Print the whole listing, character for character.
↓
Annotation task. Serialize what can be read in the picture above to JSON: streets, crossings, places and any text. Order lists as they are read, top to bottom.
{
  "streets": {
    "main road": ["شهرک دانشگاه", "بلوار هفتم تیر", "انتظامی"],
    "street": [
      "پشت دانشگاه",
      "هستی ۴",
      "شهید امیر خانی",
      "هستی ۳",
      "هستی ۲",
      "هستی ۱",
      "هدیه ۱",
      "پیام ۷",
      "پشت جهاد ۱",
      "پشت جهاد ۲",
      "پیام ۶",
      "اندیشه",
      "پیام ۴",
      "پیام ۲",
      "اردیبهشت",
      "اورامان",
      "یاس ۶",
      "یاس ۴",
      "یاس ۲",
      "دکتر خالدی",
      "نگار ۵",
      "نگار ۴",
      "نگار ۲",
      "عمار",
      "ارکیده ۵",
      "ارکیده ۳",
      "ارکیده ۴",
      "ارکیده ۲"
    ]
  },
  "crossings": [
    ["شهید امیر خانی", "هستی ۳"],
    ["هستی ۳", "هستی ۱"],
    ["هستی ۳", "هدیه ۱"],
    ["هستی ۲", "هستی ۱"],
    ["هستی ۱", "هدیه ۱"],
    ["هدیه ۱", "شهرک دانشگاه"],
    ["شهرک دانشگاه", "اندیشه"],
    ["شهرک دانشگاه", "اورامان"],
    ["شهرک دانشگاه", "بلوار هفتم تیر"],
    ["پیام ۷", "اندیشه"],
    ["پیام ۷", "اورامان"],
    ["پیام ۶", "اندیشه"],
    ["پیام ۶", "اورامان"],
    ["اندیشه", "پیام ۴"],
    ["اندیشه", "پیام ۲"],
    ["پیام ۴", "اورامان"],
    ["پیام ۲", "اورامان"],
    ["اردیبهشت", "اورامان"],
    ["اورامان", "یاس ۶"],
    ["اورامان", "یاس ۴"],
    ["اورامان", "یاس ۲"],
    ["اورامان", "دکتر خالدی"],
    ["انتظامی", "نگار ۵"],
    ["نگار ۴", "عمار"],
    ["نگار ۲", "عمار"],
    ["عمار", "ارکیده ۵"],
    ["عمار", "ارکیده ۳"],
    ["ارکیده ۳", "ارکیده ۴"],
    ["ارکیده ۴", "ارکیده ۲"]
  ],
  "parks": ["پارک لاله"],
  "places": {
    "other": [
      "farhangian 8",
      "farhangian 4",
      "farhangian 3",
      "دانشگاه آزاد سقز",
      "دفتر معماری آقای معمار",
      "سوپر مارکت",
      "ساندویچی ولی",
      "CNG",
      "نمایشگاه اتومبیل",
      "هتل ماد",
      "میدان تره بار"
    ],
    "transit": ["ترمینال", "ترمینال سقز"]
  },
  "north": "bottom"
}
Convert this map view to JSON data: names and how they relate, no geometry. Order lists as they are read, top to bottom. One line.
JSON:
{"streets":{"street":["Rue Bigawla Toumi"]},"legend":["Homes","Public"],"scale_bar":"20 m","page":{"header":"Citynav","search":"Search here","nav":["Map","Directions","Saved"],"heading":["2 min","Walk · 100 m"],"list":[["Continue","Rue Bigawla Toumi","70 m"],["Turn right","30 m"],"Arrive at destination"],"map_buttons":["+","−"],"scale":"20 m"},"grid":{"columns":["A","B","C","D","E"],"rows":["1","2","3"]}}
↑
▶ [Answer to the problem]:
Annotation task. Serialize what can be read in the picture above to JSON: streets, crossings, places and any text. Order lists as they are read, top to bottom.
{
  "streets": {
    "main road": ["شهرک دانشگاه", "بلوار هفتم تیر", "انتظامی"],
    "street": [
      "پشت دانشگاه",
      "هستی ۴",
      "شهید امیر خانی",
      "هستی ۳",
      "هستی ۲",
      "هستی ۱",
      "هدیه ۱",
      "پیام ۷",
      "پشت جهاد ۱",
      "پشت جهاد ۲",
      "پیام ۶",
      "اندیشه",
      "پیام ۴",
      "پیام ۲",
      "اردیبهشت",
      "اورامان",
      "یاس ۶",
      "یاس ۴",
      "یاس ۲",
      "دکتر خالدی",
      "نگار ۵",
      "نگار ۴",
      "نگار ۲",
      "عمار",
      "ارکیده ۵",
      "ارکیده ۳",
      "ارکیده ۴",
      "ارکیده ۲"
    ]
  },
  "crossings": [
    ["شهید امیر خانی", "هستی ۳"],
    ["هستی ۳", "هستی ۱"],
    ["هستی ۳", "هدیه ۱"],
    ["هستی ۲", "هستی ۱"],
    ["هستی ۱", "هدیه ۱"],
    ["هدیه ۱", "شهرک دانشگاه"],
    ["شهرک دانشگاه", "اندیشه"],
    ["شهرک دانشگاه", "اورامان"],
    ["شهرک دانشگاه", "بلوار هفتم تیر"],
    ["پیام ۷", "اندیشه"],
    ["پیام ۷", "اورامان"],
    ["پیام ۶", "اندیشه"],
    ["پیام ۶", "اورامان"],
    ["اندیشه", "پیام ۴"],
    ["اندیشه", "پیام ۲"],
    ["پیام ۴", "اورامان"],
    ["پیام ۲", "اورامان"],
    ["اردیبهشت", "اورامان"],
    ["اورامان", "یاس ۶"],
    ["اورامان", "یاس ۴"],
    ["اورامان", "یاس ۲"],
    ["اورامان", "دکتر خالدی"],
    ["انتظامی", "نگار ۵"],
    ["نگار ۴", "عمار"],
    ["نگار ۲", "عمار"],
    ["عمار", "ارکیده ۵"],
    ["عمار", "ارکیده ۳"],
    ["ارکیده ۳", "ارکیده ۴"],
    ["ارکیده ۴", "ارکیده ۲"]
  ],
  "parks": ["پارک لاله"],
  "places": {
    "other": [
      "farhangian 8",
      "farhangian 4",
      "farhangian 3",
      "دانشگاه آزاد سقز",
      "دفتر معماری آقای معمار",
      "سوپر مارکت",
      "ساندویچی ولی",
      "CNG",
      "نمایشگاه اتومبیل",
      "هتل ماد",
      "میدان تره بار"
    ],
    "transit": ["ترمینال", "ترمینال سقز"]
  },
  "north": "bottom"
}
Convert this map view to JSON data: names and how they relate, no geometry. Order lists as they are read, top to bottom. One line.
JSON:
{"streets":{"street":["Rue Bigawla Toumi"]},"legend":["Homes","Public"],"scale_bar":"20 m","page":{"header":"Citynav","search":"Search here","nav":["Map","Directions","Saved"],"heading":["2 min","Walk · 100 m"],"list":[["Continue","Rue Bigawla Toumi","70 m"],["Turn right","30 m"],"Arrive at destination"],"map_buttons":["+","−"],"scale":"20 m"},"grid":{"columns":["A","B","C","D","E"],"rows":["1","2","3"]}}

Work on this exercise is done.